Everyone Has a Plan Until Shit Hits the Fan
If you don’t plan with a belt-and suspenders approach, you’re going to have a bad time…
‘Belts-and-suspenders’ is the analogy of when you’re wearing overalls and the belt breaks so at least you have your suspenders to keep your pants up.
It’s pretty wild to see how many programs there are out there that are trying to teach you how to create a plan to reach your goals. These goals can range anything from losing 30kgs, making a million dollars a year, to even running a marathon for the first time.
There’s no black-and-white about how to plan to get the endgame but how you execute is what it’s about.
What some of these plans don’t incorporate is how the plan B,C, and every other letter of the alphabet…
Therefore, it doesn’t matter how well you lay your road map out, what you need is a proper strategy to guide you when a setback comes out of nowhere.
Everyone has a plan until shit hits the fan.
This is very similar to former world heavyweight boxing champion Mike Tyson’s quote “Everyone has a plan until you get punched in the face.”
It’s like whenever someone starts a new business and they might have a nice business plan but if it’s not designed for those “oh shit” moments then it might be a bad business plan…
So, one way to go about this to learn to become more versatile. By being more adaptable to change, you will be able to handle the unexpected much easier.
This can easily be done by writing down all the things you know will fail and write down a back-up plan for those scenarios.
You can get really deep with by using ‘chess-like thinking’. This is when you ask yourself ‘why?’ to a problem and you keep asking the question until you get to the root cause of the issue. You could answer this in 5–10 questions.
An example would be:
- “Why do I hate Mondays?”
- Because I have to be at work. “Well why don’t I like work?”

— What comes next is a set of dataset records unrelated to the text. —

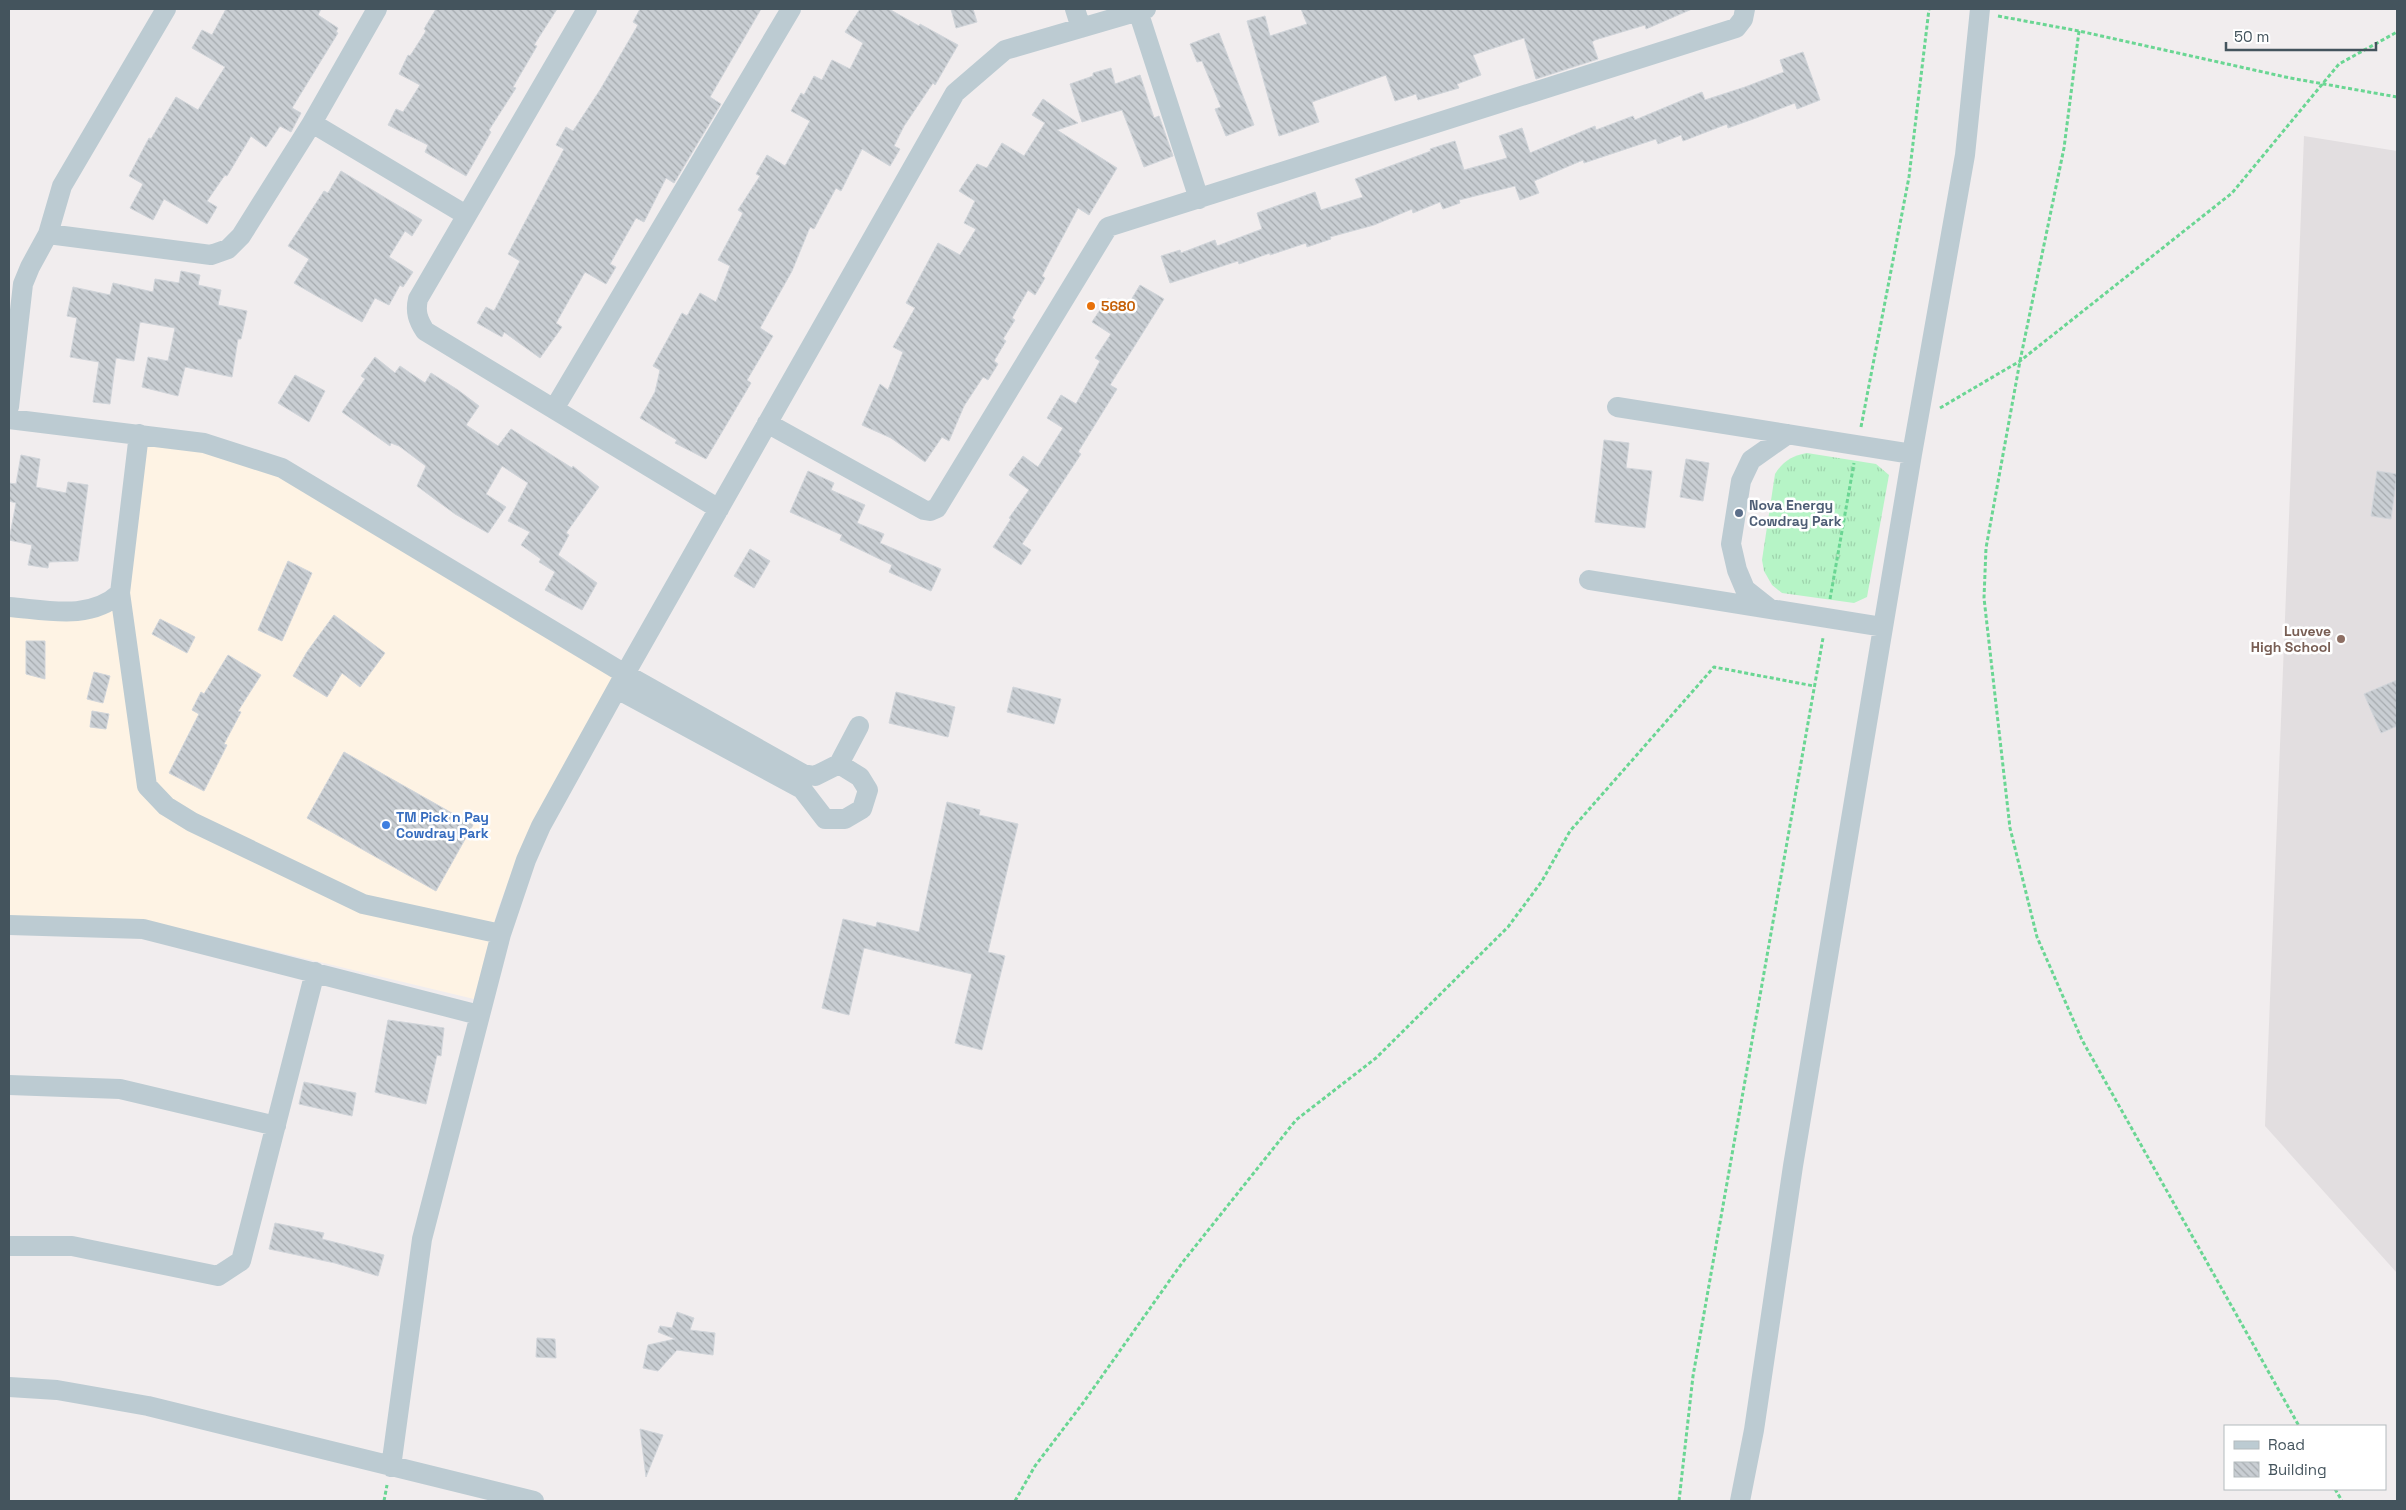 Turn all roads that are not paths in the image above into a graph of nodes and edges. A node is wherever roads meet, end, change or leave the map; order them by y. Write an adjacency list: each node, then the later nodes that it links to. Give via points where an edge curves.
1 (166, 9): 13 (street, via 62,186)
2 (378, 9): 10 (street)
3 (587, 9): 12 (street)
4 (791, 9): 16 (street)
5 (1075, 9): 9 (street)
6 (1745, 9): 11 (street, via 1736,28)
7 (1142, 10): 9 (street); 11 (street)
8 (1980, 11): 21 (street, via 1965,155)
9 (1081, 28): 18 (street, via 1004,50 955,93)
10 (312, 123): 12 (street); 13 (street, via 241,236 228,249 211,255)
11 (1199, 199): 18 (street, via 1108,227 937,508 924,510)
12 (466, 215): 16 (street, via 418,299 418,320 425,331)
13 (48, 234): 14 (street, via 23,284)
14 (9, 407)
15 (1618, 407): 20 (street)
16 (554, 409): 22 (street)
17 (9, 419): 19 (street)
18 (767, 423): 22 (street)
19 (139, 434): 24 (street); 28 (street, via 204,443 282,468)
20 (1788, 434): 21 (street); 26 (street, via 1751,460 1741,481 1731,544 1745,589)
21 (1912, 454): 27 (street)
22 (719, 509): 28 (street)
23 (1589, 580): 26 (street)
24 (120, 592): 25 (street, via 110,603 95,609); 32 (street, via 147,786 166,806 192,822 363,904)
25 (9, 608)
26 (1769, 608): 27 (street)
27 (1883, 627): 41 (street)
28 (621, 681): 30 (street, via 803,774 815,776); 30 (street, via 802,789 825,819 845,818 862,809 868,790 860,777); 32 (street, via 541,826)
29 (859, 726): 30 (street)
30 (839, 764)
31 (9, 925): 33 (street, via 143,929)
32 (501, 934): 34 (street)
33 (315, 972): 34 (street); 36 (street)
34 (479, 1015): 39 (street, via 422,1239)
35 (9, 1085): 36 (street, via 120,1090)
36 (276, 1126): 37 (street, via 241,1262 218,1276 72,1246)
37 (9, 1246)
38 (9, 1387): 39 (street, via 57,1390 148,1406)
39 (391, 1467): 40 (street)
40 (534, 1501)
41 (1740, 1501)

- Because I don’t like my job and I hate my boss? “Why do I hate my job and boss?”
- Well I don’t even care about what I do for a living, it’s just there to pay the bills. And my boss doesn’t get me… “Why am I not working in something I enjoy with a team I like?”
- Well I’ve been doing this job for 5 years now and I can’t quit this job because I need the money. “Why am I not working a 2nd job but as a side project in something I enjoy?”
- Because I don’t have time to pursue anything else. “Why don’t I have time?”
- Well if I spend the time that I watch TV series and procrastinate on social media on pursuing a new passion then I might have time…
This could go on but you get the point.
This ‘chess-like thinking’ is very handy for any problem you’re trying to solve and you can work out a belt-and-suspenders system.
Another practical tip you could use is simulating the future. This sounds cheesy but this is what flighter jet pilots do before they fly out. A flighter jet pilot will travel at Mach 3 and any mistake is fatal. So these pilots will simulate the ‘F22 exercise’ by thinking of 3 different scenarios as this prevents an insane amount of stress in even the worst of all situations.
You should always plan for 3 scenarios (a, b & c). E.g. if you want to quit your job and start your own entrepreneurial business; Most people don’t build this forgiveness into the system so they don’t expect any failure which means there’s no belts-and-suspenders approach. Scenario ‘A’ is to be the absolute best scenario (business might sell for $18 billion) and make a plan for that. Scenario ‘C’ is worst case scenario and everything goes wrong, you lose all you money and lose business partners and you everything go downhill. Make a plan for that so you’re prepared, how would you rebuild? The F22 pilots are trained to for best case scenario (make a plan for it ahead of time) because they can be travelling at 700 mph and in the moment, when the shit hits the fan, you can’t be reacting then, it’s too late and you’re going too fast. Scenario ‘B’ is what’s the most likely. You quit your job and start a business and you’ll have some up and downs, you won’t make money as fast as you think but eventually if you hold on long enough you so make a plan for that.
If you could lower the amount of failure the amount of mistake you make on a day to day basis, imagine how much your life would change.
Regarding our running, we use what we’ve learned from Bikram Yoga to help us stay calm and avoiding fight-or-flight mode. There’s been times when we’ve gotten lost during the course and this just makes us frustrated and causes us to trip over or get angry. This is when we focus on the breath and calm the heart rate to be able to think logically (instead of emotionally) and get back into the race even if we have to head back to get on the right track again.